[What is being asked]:
For the records below, say how many lines contain the string "八幡木津線". Give no other text.

[Source material]:
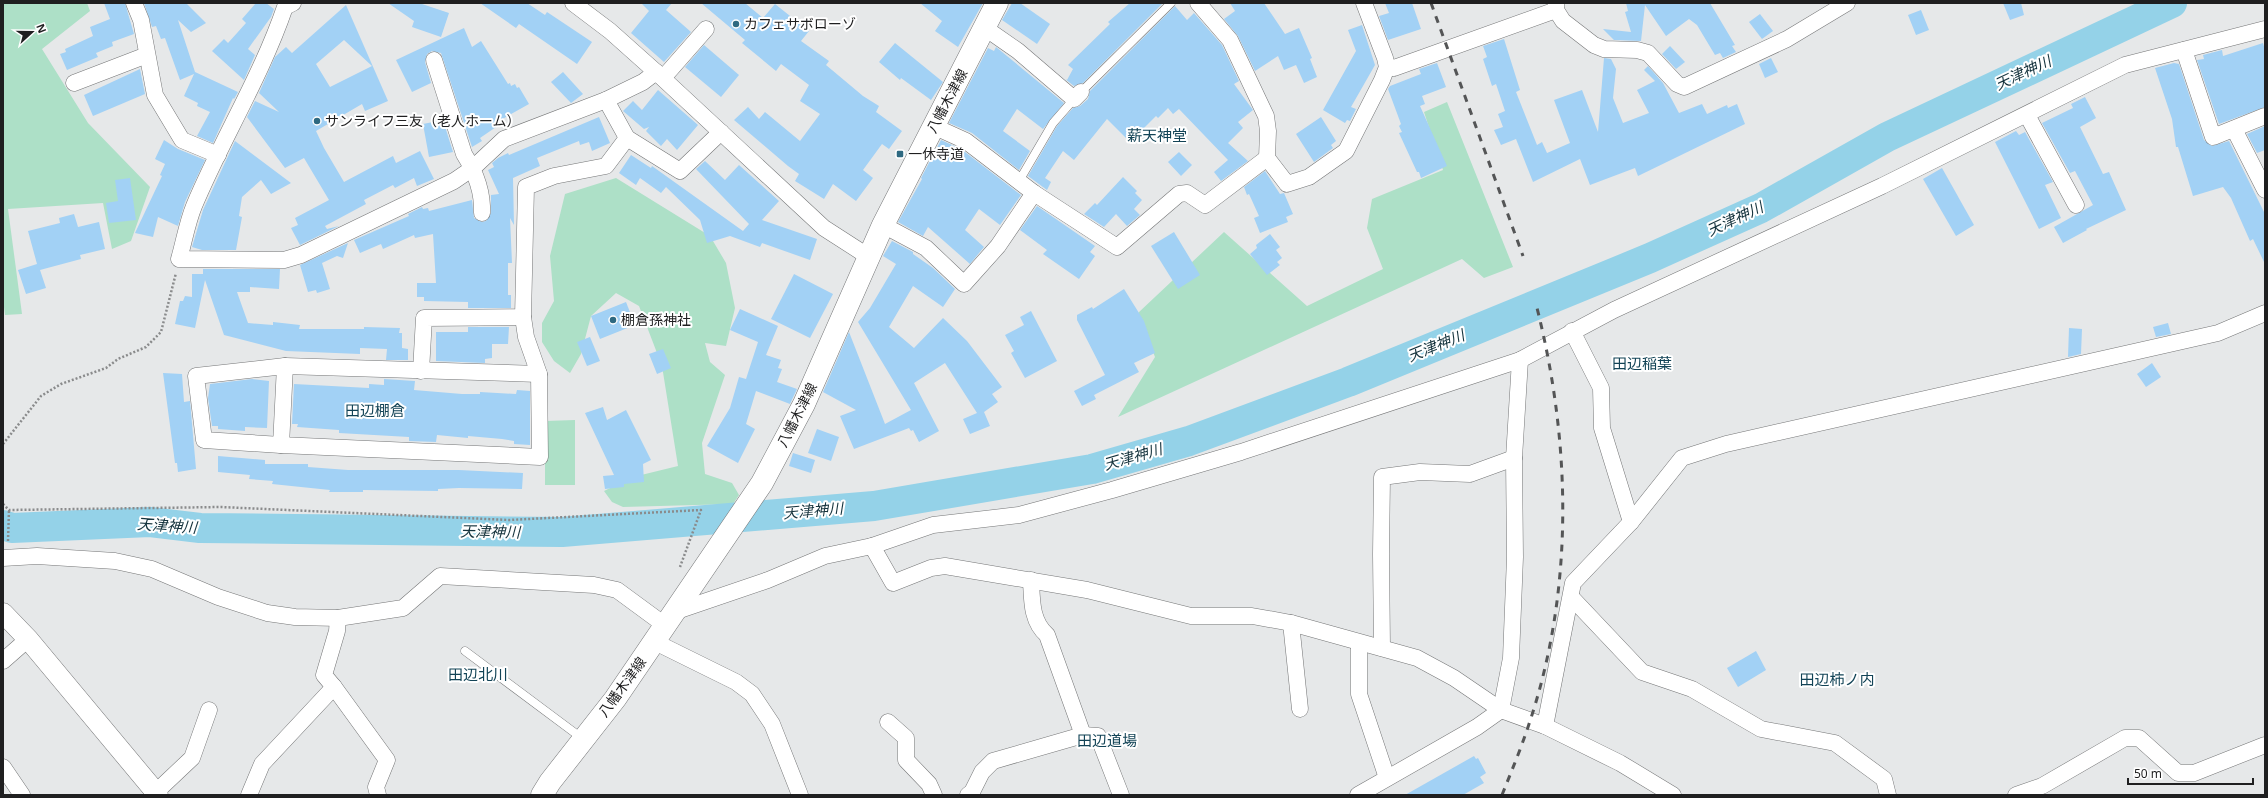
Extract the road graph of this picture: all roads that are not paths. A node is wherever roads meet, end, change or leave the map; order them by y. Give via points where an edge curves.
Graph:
1 (134, 3) edge
2 (293, 3) edge
3 (573, 3) edge
4 (997, 3) edge
5 (1171, 3) edge
6 (1198, 3) edge
7 (1364, 3) edge
8 (1847, 3) edge
9 (1556, 6) edge
10 (1829, 7) edge
11 (985, 28) junction
12 (706, 29) dead end
13 (2265, 29) edge
14 (2184, 50) junction
15 (146, 55) junction
16 (434, 60) dead end
17 (1387, 67) junction
18 (660, 75) junction
19 (74, 83) dead end
20 (1078, 95) junction
21 (606, 100) junction
22 (2027, 115) junction
23 (2265, 116) edge
24 (933, 126) junction
25 (2234, 129) junction
26 (721, 132) junction
27 (627, 138) junction
28 (218, 155) junction
29 (1267, 158) junction
30 (473, 168) junction
31 (1019, 181) junction
32 (2265, 190) edge
33 (1034, 193) junction
34 (2076, 205) dead end
35 (482, 213) dead end
36 (883, 225) junction
37 (869, 257) junction
38 (2265, 313) edge
39 (524, 317) junction
40 (1572, 331) junction
41 (1520, 360) junction
42 (285, 366) junction
43 (421, 371) junction
44 (539, 374) junction
45 (281, 445) junction
46 (1514, 458) junction
47 (1631, 522) junction
48 (872, 546) junction
49 (3, 558) edge
50 (1031, 580) junction
51 (1572, 598) junction
52 (3, 613) edge
53 (338, 618) junction
54 (1291, 623) junction
55 (666, 626) junction
56 (28, 639) junction
57 (1359, 644) junction
58 (1382, 648) junction
59 (465, 651) dead end
60 (3, 661) edge
61 (334, 687) junction
62 (1300, 709) dead end
63 (209, 710) dead end
64 (1501, 710) junction
65 (888, 722) dead end
66 (1545, 726) junction
67 (1083, 735) junction
68 (584, 739) junction
69 (2265, 745) edge
70 (3, 767) edge
71 (1387, 778) junction
72 (157, 794) edge
73 (22, 795) edge
74 (249, 795) edge
75 (378, 795) edge
76 (542, 795) edge
77 (800, 795) edge
78 (934, 795) edge
79 (968, 795) edge
80 (1121, 795) edge
81 (1358, 795) edge
82 (1673, 795) edge
83 (1888, 795) edge
84 (2016, 795) edge

1 - 15 street via 141,20
2 - 28 street via 284,7 274,41
3 - 18 street via 610,31
4 - 11 main road, 八幡木津線
5 - 20 lane
6 - 29 street via 1230,40 1266,116
7 - 17 street
8 - 10 street
9 - 10 street via 1562,21 1594,45 1604,49 1648,53 1677,84 1684,87 1787,39
9 - 17 street via 1394,68
11 - 20 street
11 - 24 main road, 八幡木津線
12 - 18 street
13 - 14 street
14 - 22 street via 2125,65
14 - 25 street via 2213,137
15 - 19 street
15 - 28 street via 155,94 182,140
16 - 30 street via 464,154
17 - 29 street via 1346,151 1309,177 1286,184
18 - 21 street
18 - 26 street
20 - 31 lane via 1053,123
21 - 27 street
21 - 30 street via 504,139
22 - 34 street
22 - 40 street
23 - 25 street
24 - 31 street via 966,141
24 - 36 main road, 八幡木津線
25 - 32 street
26 - 27 street via 680,171
26 - 37 street via 824,228
27 - 39 street via 606,166 554,176 526,187
28 - 30 street via 193,208 180,259 284,260 301,255 454,181
29 - 33 street via 1205,205 1187,193 1179,194 1117,247
30 - 35 street via 483,196
31 - 33 street
33 - 36 street via 998,246 964,284 926,248
36 - 37 main road, 八幡木津線
37 - 55 main road, 八幡木津線 via 804,404 762,483
38 - 47 street via 2218,333 1807,425 1692,454 1682,458
39 - 43 street via 424,318
39 - 44 street via 526,337
40 - 41 street
40 - 47 street via 1601,388 1602,428
41 - 46 street
41 - 48 street via 1248,449 1112,490 1019,515 933,525
42 - 43 street
42 - 45 street
42 - 45 street via 196,376 204,440
43 - 44 street
44 - 45 street via 540,457
46 - 58 street via 1470,474 1420,472 1382,477
46 - 64 street via 1515,557 1511,658
47 - 51 street via 1573,583
48 - 50 street via 893,583 931,568 945,566
48 - 55 street via 825,556
49 - 53 street via 37,556 115,561 152,569 218,597 267,613 295,617
50 - 54 street via 1131,600 1191,616 1252,616
50 - 67 street via 1032,608 1041,630 1048,635
51 - 66 street
51 - 83 street via 1642,672 1692,689 1761,729 1835,743 1884,778
52 - 56 street
53 - 55 street via 403,608 440,576 594,586 617,590
53 - 61 street via 337,631 324,675
54 - 57 street
54 - 62 street
55 - 68 main road, 八幡木津線
55 - 77 street via 752,694 772,724
56 - 60 street
56 - 72 street
57 - 58 street
57 - 71 street via 1359,694
58 - 64 street via 1417,658 1454,678
59 - 68 lane
61 - 74 street via 262,764
61 - 75 street via 387,760 376,787
63 - 72 street via 192,758
64 - 66 street
64 - 71 street via 1478,727
65 - 78 street via 906,738 906,760 929,784
66 - 82 street via 1620,763
67 - 79 street via 993,761 982,772
67 - 80 street via 1098,736
68 - 76 main road, 八幡木津線
69 - 84 street via 2194,772 2178,773 2139,738 2125,738 2042,786
70 - 73 street
71 - 81 street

[Response below]:
7